Housing Affordability: Inquiry recommends no action

20 December 2016
After a 20 month investigation, the House Economics Committee report for the home ownership inquiry has made no recommendations. 

Research has found that more than half Australians report that they sacrifice social life and family time to pay off their home loan debt. The Home Ownership Inquiry was established by then- Treasurer Joe Hockey to assess issues related to home ownership in Australia (aka housing affordability) and to work out whether the government should introduce any new policies to help make it easier for Australians to get a foot on the property ladder and avoid mortgage stress. The terms of reference for the inquiry were to investigate:

  • Current rates of home ownership;
  • Demand and supply drivers in the housing market;
  • The proportion of investment housing relative to owner-occupied housing;
  • The impact of current tax policy at all levels; and
  • Opportunities for reform.


After 20 months and eighty-six submissions, the Committee has decided that things are fine as they are.

The Committee opted to take a whole-of-country approach when deciding whether affordability was an issue, noting that while demand for housing is strong in Sydney and Melbourne, there are other parts of Australia with a relatively weak housing market meaning that taken overall, there is no housing crises.

That may, of course, be cold comfort for the significant number of people working and trying to live affordably in Sydney or Melbourne.


“The committee’s view is that government policy in this area should predominantly focus on boosting dwelling supply in underserved markets,” states the report.

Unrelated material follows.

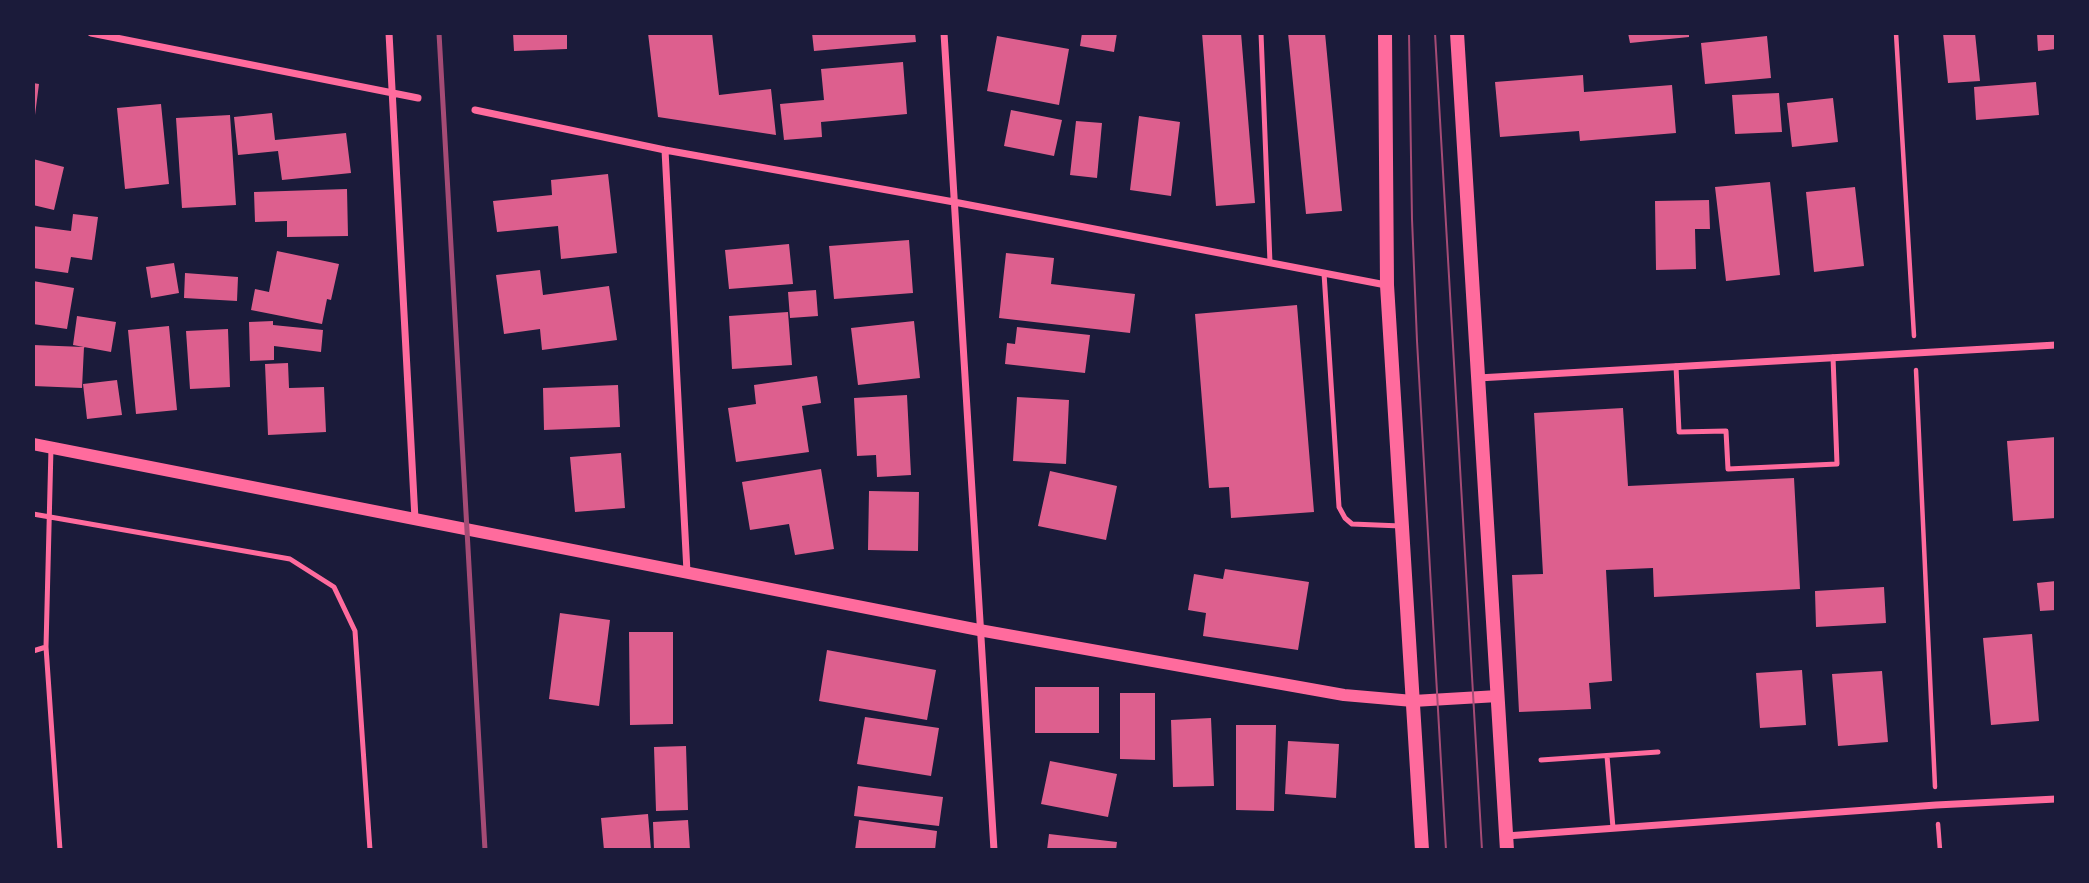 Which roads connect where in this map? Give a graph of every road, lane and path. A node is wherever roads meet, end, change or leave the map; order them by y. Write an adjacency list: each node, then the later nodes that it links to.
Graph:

“Many of the witnesses before the inquiry stated that a lack of supply was contributing to rising house prices in Sydney and Melbourne. In the committee’s view, state and territory governments need to do more to adequately address land supply and ensure that existing policies and processes are not unnecessarily causing an undersupply.”

Some of the mooted reforms, and the Committee’s response, were as follows.

Potential reform Decision
Reform negative gearing The committee supports the maintenance of existing negative gearing arrangements, which have been a feature of the Australian tax system for most of the last century.
Reform capital gains tax deductions The committee does not support increases to capital gains tax rates on the sale of housing.
Reform current property investor laws In relation to possible overheating of the housing market by increased investor activity, the committee notes that APRA has the capacity to further limit the growth of borrowing by investors, should it deem this to be in the interest of financial stability.
Reform land tax Changes to current land taxes, such as the introduction of a broad-based system, would be a major change to Australia’s existing taxation arrangements. Any proposal by state governments to make such a change should only be considered in the context of an overall review of property taxation.


Research has found that one-third of first home buyers are worried about their level of debt. But does the inquiry result mean that any lack of housing affordability is all in our mind – perhaps the result of too much smashed avocado? There is some danger in a whole-of-country approach, particularly one that doesn’t assess various demographics separately. Home ownership ratios among younger generations will be interesting to watch over the next few years.